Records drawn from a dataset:
Segment Open
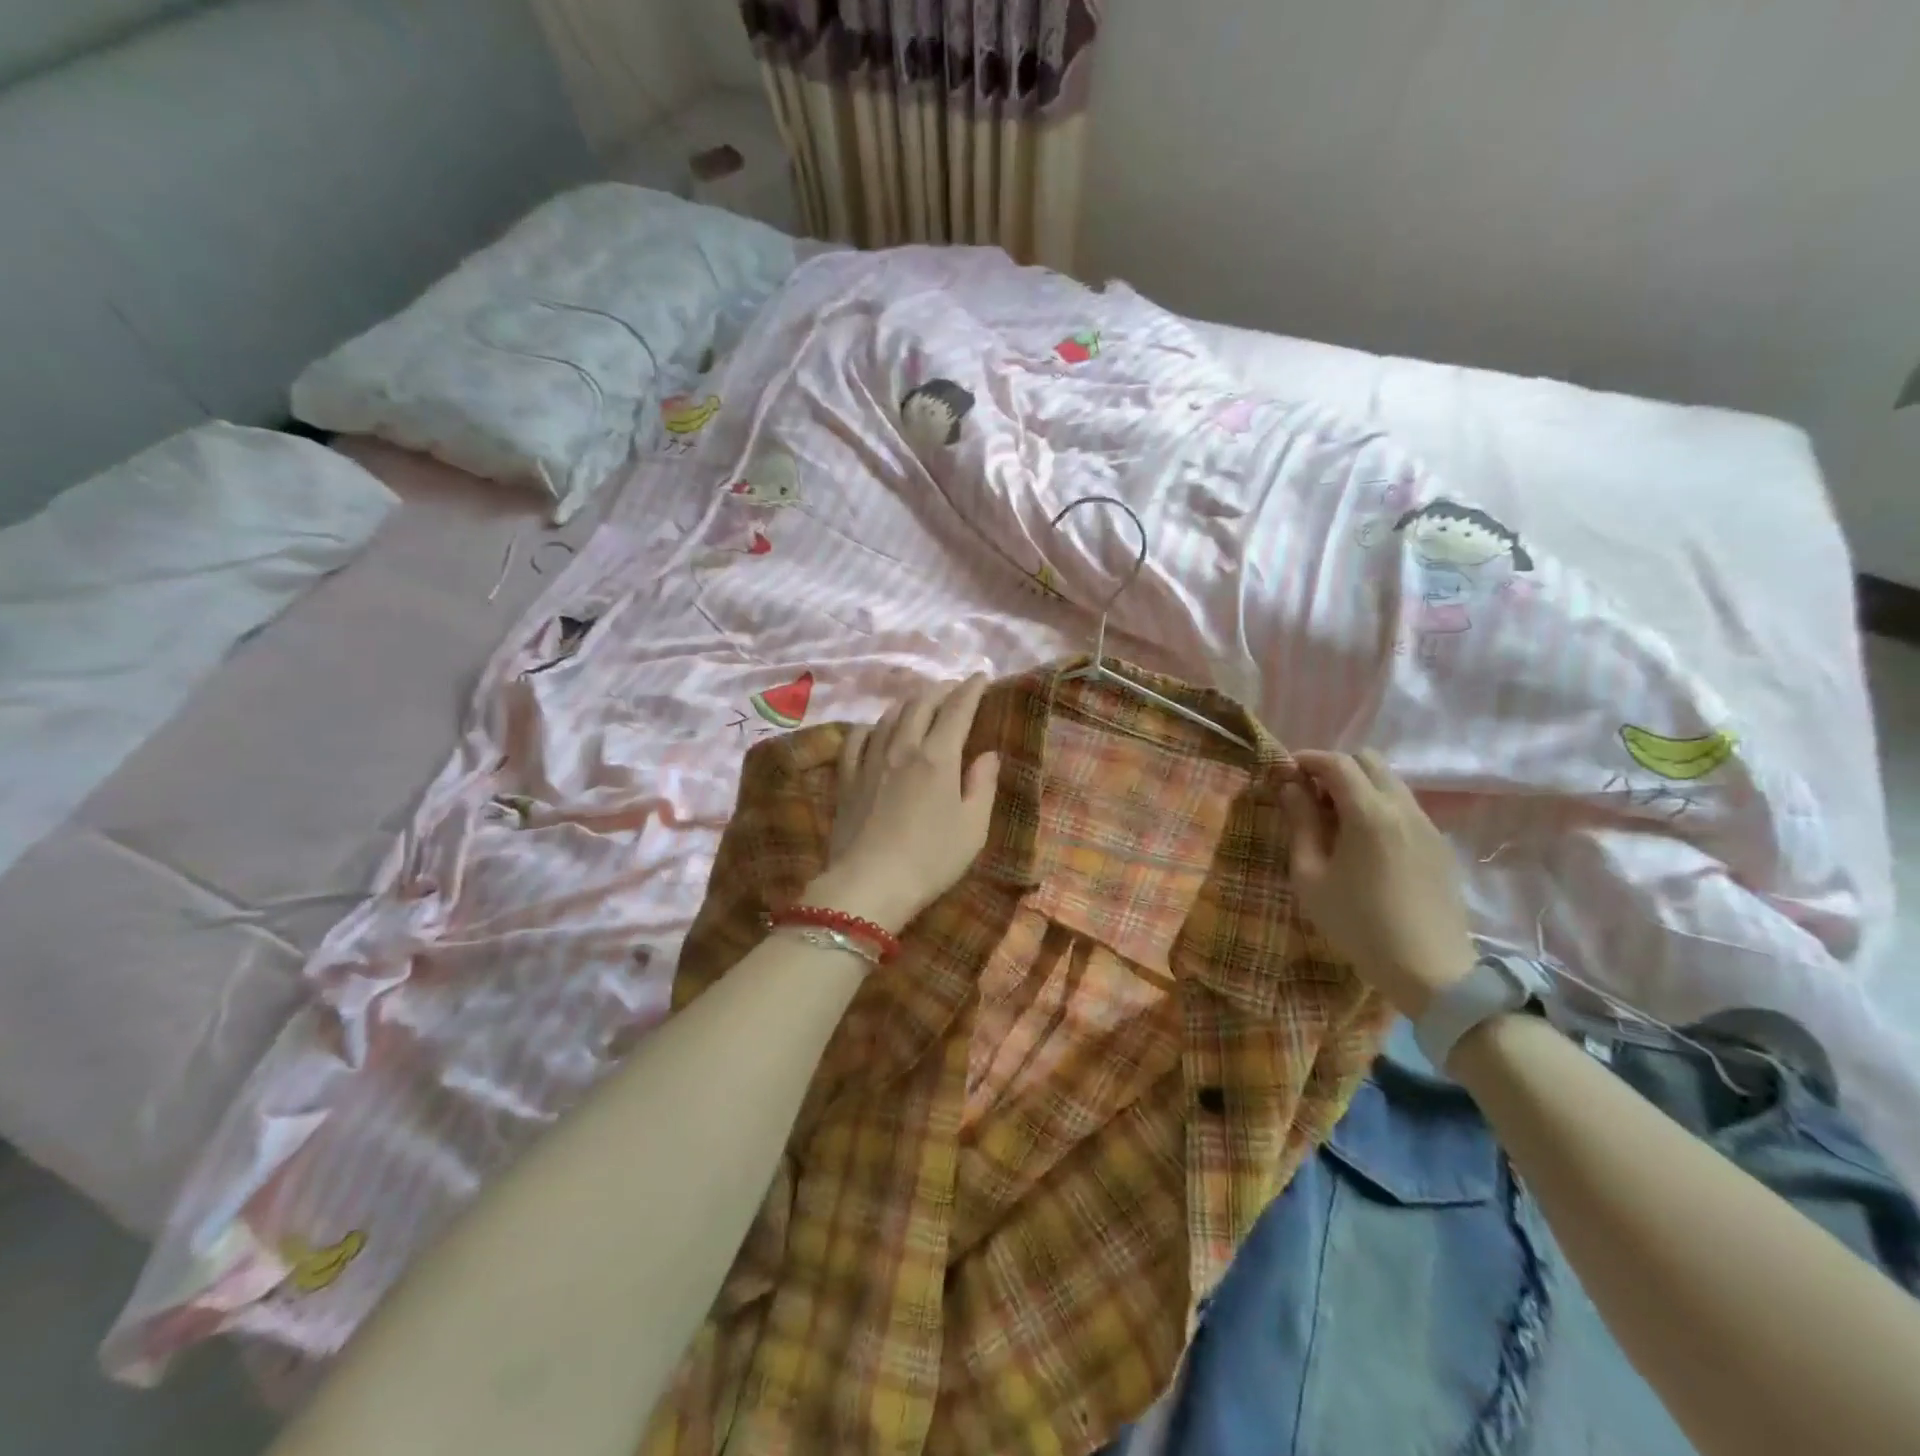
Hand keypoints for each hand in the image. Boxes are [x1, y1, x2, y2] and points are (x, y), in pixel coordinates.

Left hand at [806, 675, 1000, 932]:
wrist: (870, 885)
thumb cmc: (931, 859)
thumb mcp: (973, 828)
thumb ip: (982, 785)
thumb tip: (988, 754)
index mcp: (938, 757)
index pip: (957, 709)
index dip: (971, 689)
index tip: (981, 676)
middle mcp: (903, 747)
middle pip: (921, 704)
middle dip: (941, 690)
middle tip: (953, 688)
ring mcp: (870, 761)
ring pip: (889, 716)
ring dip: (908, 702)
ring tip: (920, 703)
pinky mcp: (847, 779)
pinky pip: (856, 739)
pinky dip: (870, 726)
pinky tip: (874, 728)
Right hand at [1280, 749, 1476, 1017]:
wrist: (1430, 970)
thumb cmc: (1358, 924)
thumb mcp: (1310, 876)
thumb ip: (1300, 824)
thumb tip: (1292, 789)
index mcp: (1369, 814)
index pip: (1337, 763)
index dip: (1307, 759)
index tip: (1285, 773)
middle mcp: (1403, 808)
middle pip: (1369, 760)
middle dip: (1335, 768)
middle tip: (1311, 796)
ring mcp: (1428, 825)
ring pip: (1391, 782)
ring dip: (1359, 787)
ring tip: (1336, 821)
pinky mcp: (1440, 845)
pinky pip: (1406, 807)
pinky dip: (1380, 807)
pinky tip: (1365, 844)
Segment Closed
Segment Open
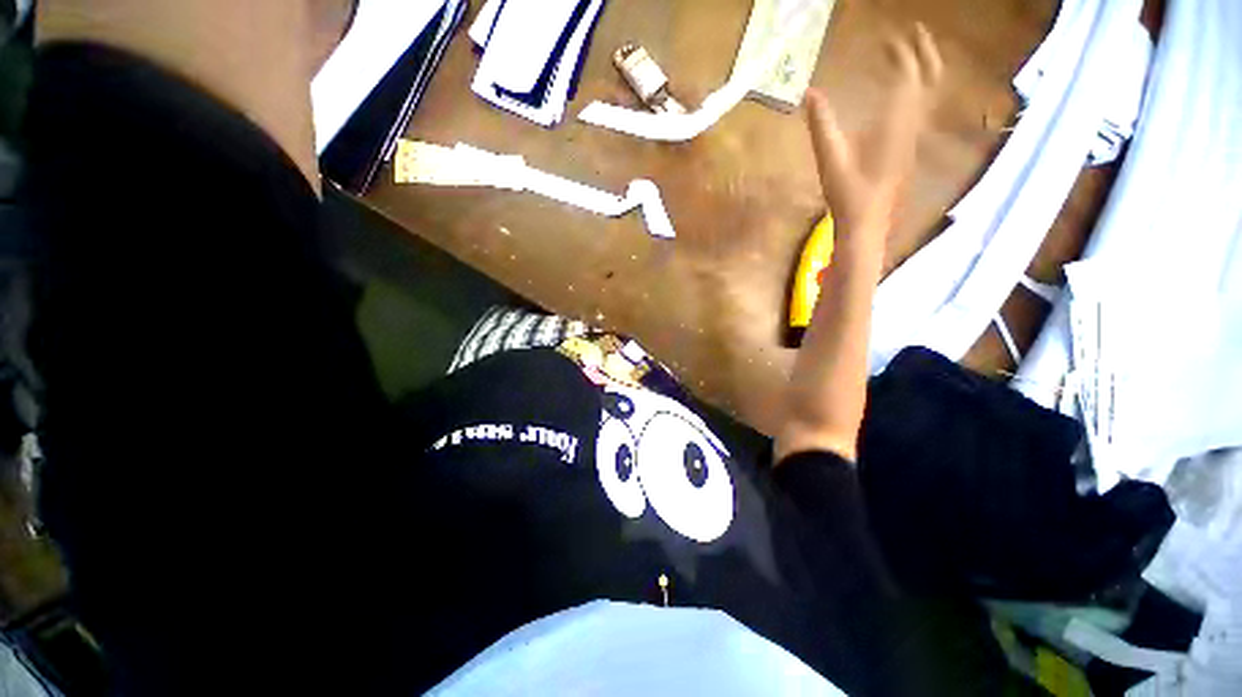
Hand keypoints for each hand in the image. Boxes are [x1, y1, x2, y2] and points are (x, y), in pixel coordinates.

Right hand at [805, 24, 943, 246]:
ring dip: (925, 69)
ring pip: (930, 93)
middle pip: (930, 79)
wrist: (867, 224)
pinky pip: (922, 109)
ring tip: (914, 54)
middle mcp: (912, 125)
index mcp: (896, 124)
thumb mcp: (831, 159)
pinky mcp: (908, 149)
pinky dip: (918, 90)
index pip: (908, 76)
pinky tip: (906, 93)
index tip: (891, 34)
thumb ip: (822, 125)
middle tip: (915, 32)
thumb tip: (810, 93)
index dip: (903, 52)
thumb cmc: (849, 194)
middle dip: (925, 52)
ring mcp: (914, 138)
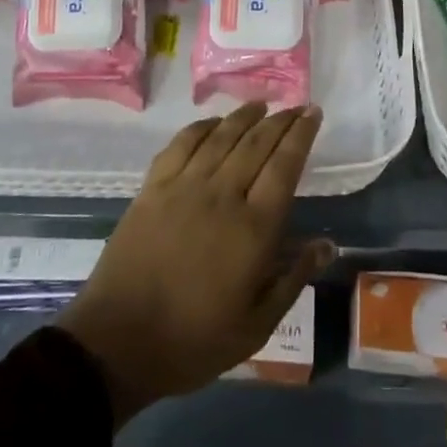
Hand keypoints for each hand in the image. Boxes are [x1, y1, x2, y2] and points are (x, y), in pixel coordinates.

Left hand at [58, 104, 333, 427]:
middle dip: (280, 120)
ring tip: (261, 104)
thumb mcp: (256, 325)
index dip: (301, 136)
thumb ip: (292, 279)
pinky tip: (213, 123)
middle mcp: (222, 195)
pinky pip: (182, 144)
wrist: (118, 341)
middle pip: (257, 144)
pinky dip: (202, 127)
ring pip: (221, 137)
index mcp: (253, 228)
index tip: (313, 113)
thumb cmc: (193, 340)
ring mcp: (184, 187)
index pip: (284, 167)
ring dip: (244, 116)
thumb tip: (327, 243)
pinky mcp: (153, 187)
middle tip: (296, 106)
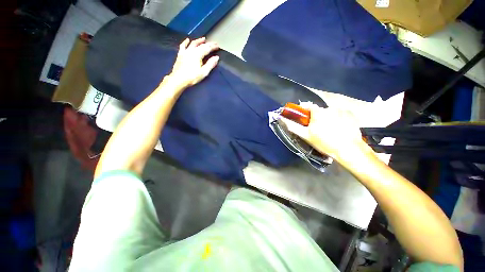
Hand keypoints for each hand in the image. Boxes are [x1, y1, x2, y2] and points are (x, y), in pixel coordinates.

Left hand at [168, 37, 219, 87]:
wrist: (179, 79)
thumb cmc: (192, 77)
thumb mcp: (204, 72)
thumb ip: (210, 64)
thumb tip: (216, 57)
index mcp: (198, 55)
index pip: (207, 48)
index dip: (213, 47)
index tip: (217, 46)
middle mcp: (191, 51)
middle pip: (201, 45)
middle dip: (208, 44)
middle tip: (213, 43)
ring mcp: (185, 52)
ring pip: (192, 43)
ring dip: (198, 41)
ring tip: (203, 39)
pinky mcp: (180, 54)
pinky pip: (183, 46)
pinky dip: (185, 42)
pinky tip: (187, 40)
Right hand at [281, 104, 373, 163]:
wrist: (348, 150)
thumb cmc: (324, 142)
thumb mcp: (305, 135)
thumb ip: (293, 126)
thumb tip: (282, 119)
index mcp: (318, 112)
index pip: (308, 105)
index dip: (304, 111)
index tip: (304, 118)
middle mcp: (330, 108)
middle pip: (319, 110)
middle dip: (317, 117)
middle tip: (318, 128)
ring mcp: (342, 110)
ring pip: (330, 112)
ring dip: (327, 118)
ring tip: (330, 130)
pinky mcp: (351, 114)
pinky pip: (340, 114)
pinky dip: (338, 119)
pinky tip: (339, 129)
Segment Closed
Segment Open
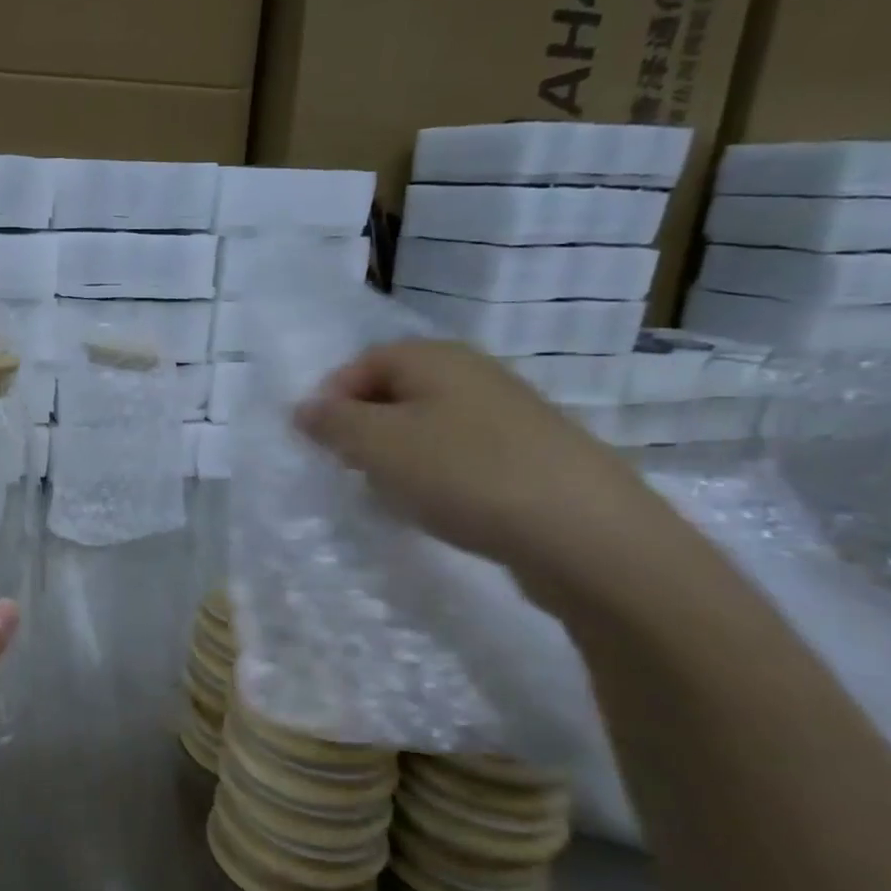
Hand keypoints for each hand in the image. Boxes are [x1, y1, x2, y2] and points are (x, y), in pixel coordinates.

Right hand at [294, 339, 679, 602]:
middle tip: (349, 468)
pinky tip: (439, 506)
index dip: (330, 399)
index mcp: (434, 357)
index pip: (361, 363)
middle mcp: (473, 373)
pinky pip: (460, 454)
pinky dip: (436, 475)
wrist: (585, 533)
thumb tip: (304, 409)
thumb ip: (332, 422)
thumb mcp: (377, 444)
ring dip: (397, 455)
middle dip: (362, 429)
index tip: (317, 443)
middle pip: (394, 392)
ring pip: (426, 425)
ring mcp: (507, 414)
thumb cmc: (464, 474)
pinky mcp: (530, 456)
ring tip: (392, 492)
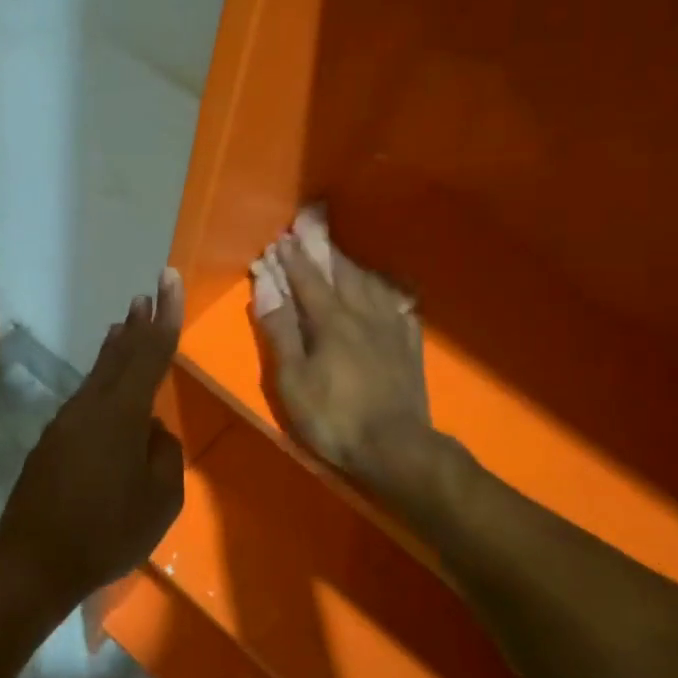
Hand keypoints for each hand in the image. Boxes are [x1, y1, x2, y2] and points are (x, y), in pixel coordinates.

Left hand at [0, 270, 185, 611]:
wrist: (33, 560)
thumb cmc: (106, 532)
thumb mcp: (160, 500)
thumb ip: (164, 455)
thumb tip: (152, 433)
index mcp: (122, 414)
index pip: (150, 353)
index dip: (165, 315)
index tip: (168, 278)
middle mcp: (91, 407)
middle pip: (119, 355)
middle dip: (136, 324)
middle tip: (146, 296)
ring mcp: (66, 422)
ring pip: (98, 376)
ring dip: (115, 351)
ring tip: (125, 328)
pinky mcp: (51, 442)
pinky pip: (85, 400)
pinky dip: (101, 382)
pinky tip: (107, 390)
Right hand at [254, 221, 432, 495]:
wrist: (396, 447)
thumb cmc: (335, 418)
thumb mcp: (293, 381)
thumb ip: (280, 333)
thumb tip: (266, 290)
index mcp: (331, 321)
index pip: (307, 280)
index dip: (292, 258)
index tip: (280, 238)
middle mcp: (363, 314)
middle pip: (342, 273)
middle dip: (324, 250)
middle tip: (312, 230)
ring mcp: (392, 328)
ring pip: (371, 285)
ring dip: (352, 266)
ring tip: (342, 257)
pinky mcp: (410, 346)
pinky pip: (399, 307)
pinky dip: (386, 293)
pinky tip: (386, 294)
Segment Closed
WORK INSTRUCTIONS: From the records above, print only the lines between the one holding "wrist: (33, 560)" and the one holding "ring tip: (125, 328)", inclusive, exactly as they stand.

SOLVED PROBLEM:
wrist: (33, 560)
thumb cmc: (106, 532)
thumb mcp: (160, 500)
thumb ip: (164, 455)
thumb tip: (152, 433)
index mcp: (122, 414)
index pip: (150, 353)
index dip: (165, 315)
index tip: (168, 278)
middle mcp: (91, 407)
middle pip: (119, 355)
middle dip: (136, 324)
middle tip: (146, 296)
ring mcp: (66, 422)
ring pip: (98, 376)
ring dip: (115, 351)
ring tip: (125, 328)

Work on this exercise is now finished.